An individual copyright lasts 20 years; if corporately held, protection endures for 95 years from first publication. You can, of course register your copyright, a relatively swift and inexpensive process. DeNatalie suggests that automatically registering all original documents under copyright might be excessive. “The best rule of thumb is to consider whether you expect a lot of potential infringements on the work,” she says.
Branding your mark. Probably no single icon impresses investors more than the R in the little circle, signifying registered trademark. It may be an original word, phrase, designer combination, but the trademark announces the source of the goods or service to all who buy. It also signifies that the company is serious and tends to be around for a while.
Since, like the patent, it is a lengthy, expensive process, prior to receiving the R, many companies use the “TM” or “SM” meaning Trademark or Service Mark, respectively. Each mark denotes the company’s brand name, and, unlike copyright or patent, it lasts forever, if updated every 10 years.
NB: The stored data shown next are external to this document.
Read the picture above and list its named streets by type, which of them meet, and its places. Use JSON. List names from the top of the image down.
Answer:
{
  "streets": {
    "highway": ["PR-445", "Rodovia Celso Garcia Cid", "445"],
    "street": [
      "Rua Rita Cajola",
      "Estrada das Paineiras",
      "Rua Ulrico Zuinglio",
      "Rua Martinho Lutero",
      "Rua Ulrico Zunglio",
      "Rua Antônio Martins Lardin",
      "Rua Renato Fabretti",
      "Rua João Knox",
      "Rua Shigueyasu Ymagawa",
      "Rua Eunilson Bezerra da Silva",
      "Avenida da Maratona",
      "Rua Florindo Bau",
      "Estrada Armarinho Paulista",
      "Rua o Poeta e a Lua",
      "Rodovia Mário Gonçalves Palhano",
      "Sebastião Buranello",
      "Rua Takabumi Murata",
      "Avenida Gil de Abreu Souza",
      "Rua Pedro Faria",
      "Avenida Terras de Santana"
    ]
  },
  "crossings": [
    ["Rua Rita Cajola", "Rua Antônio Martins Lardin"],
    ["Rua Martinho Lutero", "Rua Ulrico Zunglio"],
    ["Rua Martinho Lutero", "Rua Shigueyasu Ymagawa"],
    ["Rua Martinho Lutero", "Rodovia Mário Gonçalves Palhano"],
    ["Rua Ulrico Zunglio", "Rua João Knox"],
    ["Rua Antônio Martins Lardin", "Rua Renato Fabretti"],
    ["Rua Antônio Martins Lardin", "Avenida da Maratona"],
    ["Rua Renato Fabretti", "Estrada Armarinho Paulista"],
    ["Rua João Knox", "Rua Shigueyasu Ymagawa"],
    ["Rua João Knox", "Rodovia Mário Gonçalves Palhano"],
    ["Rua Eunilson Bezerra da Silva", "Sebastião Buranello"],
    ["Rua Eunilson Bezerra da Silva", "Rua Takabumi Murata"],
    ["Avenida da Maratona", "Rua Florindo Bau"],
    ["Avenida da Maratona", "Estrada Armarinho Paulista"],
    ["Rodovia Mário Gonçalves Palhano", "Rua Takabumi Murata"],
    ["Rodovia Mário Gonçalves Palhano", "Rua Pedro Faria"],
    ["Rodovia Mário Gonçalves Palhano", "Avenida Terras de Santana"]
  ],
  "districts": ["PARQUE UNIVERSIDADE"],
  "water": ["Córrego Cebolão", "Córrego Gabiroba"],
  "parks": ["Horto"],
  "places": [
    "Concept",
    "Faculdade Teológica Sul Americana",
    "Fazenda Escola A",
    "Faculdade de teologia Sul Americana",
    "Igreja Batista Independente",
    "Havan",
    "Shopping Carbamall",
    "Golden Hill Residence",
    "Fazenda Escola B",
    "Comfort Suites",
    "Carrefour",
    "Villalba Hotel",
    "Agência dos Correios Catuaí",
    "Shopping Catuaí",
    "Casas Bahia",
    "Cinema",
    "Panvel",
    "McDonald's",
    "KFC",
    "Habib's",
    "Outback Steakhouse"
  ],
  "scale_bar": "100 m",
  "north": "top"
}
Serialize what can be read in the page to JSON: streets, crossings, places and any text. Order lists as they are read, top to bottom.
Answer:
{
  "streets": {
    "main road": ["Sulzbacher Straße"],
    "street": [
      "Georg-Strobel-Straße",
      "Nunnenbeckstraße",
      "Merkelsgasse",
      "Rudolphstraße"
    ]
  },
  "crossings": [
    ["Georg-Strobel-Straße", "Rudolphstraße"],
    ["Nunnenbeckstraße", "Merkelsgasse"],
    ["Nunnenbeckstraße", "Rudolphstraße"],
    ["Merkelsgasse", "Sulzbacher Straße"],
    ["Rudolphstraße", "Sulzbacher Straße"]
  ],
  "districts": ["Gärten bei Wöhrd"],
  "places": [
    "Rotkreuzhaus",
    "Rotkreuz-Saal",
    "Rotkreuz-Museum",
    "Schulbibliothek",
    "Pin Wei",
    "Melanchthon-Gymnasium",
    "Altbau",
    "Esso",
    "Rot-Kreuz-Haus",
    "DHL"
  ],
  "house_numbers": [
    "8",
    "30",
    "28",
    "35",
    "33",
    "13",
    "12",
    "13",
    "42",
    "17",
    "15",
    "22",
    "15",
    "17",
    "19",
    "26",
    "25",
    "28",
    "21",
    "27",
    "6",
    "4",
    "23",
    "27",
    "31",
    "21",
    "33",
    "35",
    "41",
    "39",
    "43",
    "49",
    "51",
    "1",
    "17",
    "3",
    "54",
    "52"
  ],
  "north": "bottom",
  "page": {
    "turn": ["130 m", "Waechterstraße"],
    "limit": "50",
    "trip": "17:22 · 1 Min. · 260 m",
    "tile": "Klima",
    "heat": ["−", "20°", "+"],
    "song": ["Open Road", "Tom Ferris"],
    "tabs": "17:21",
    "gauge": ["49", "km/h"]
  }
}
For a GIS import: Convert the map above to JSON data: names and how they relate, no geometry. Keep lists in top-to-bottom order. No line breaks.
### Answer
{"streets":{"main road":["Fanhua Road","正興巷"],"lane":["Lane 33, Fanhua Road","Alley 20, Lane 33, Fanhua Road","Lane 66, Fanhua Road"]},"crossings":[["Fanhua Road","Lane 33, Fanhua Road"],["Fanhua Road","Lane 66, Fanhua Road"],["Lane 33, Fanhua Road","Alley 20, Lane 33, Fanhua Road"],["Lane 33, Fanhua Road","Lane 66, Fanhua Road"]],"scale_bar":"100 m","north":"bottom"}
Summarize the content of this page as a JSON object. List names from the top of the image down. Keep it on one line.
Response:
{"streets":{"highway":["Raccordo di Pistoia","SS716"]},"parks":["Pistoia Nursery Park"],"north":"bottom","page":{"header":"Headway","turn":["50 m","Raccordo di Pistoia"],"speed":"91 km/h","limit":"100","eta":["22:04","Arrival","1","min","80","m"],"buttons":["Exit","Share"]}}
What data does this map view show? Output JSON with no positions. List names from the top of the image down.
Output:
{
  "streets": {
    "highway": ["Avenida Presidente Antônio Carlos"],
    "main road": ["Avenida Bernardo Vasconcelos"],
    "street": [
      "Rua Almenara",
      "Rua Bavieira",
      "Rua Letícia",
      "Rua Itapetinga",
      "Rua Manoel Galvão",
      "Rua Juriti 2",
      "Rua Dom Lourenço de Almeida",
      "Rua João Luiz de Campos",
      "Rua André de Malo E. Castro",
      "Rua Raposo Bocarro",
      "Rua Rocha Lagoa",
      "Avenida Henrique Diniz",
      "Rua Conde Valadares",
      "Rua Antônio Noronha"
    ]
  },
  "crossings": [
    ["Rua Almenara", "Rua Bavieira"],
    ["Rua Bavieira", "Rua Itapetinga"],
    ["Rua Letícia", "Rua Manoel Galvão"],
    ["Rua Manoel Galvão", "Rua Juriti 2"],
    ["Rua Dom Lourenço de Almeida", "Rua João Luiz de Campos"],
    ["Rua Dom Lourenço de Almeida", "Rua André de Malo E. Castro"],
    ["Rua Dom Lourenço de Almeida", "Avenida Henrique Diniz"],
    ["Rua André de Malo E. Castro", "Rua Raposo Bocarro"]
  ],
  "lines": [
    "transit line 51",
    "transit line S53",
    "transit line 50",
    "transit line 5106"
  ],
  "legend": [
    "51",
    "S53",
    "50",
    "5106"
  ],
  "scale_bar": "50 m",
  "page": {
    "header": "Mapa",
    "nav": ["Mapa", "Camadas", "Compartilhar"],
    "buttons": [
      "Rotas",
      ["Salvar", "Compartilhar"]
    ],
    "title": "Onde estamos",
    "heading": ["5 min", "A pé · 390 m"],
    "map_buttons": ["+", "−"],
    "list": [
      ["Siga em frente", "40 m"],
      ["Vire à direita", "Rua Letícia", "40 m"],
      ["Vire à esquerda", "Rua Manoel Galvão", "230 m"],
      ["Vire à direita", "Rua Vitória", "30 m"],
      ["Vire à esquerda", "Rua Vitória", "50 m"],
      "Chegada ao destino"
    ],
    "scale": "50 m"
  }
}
To keep things current, however, trademarks require periodic affidavits, which is one reason for doing your IP protection through an experienced attorney.
Trademark registration may be done online for what some say saves half the costs of having a patent attorney handle it. The problem is, too often you get what you pay for. The initial search for your trademark is seldom cut and dry. The law sees trademarks as a way to avoid confusion and aid the consumer in his choice. If yours is a small company making “SureFit” software and a small, registered “SureFit” clothier already exists in another region, you might be able to claim that mark. But what if you are a shoemaker? Gray areas abound, both domestically and internationally.
Also, domain names are not trademarks. Even though perhaps no one holds a website address of Surefitsoftware.com, it does not mean the phrase may fly through the trademark registration searches.
Finally, DeNatalie invariably warns her clients, “the patent, trademark, or copyright doesn’t set any army of government enforcers on alert watching out for your interests. It is only a license to hunt infringers and bring them to litigation at your own expense.”
If your copyright is infringed upon, it is good to know what might be received before actually rushing in to make a claim. Typically, most infringement victims gleefully tally up all the sales made by the infringer and think their best hope lies in getting those profits returned to the copyright owner.
These “actual losses” of profits might be a sizable chunk of revenue, DeNatalie notes, but you could be cutting yourself short. The court frequently wants to send a loud and clear message: Do Not Infringe! Thus they award what’s termed “statutory damages” far in excess of the worth of the products.
In 2000, when sentencing video pirates in the case of UMG Recordings v. MP3.com, the judge looked at the 4,700 illegally downloaded recordings (probably a $10 profit each). He slammed the gavel in favor of the plaintiff to the tune of $25,000 per wrongful copy, making MP3.com fork over $118 million in statutory damages.
So whether made in court or in the marketplace, there lies great money in your ideas. But if their genealogy and history are not scrupulously recorded, and if they are not bundled into a total IP protection package, you might be just generously casting them out to the world at large.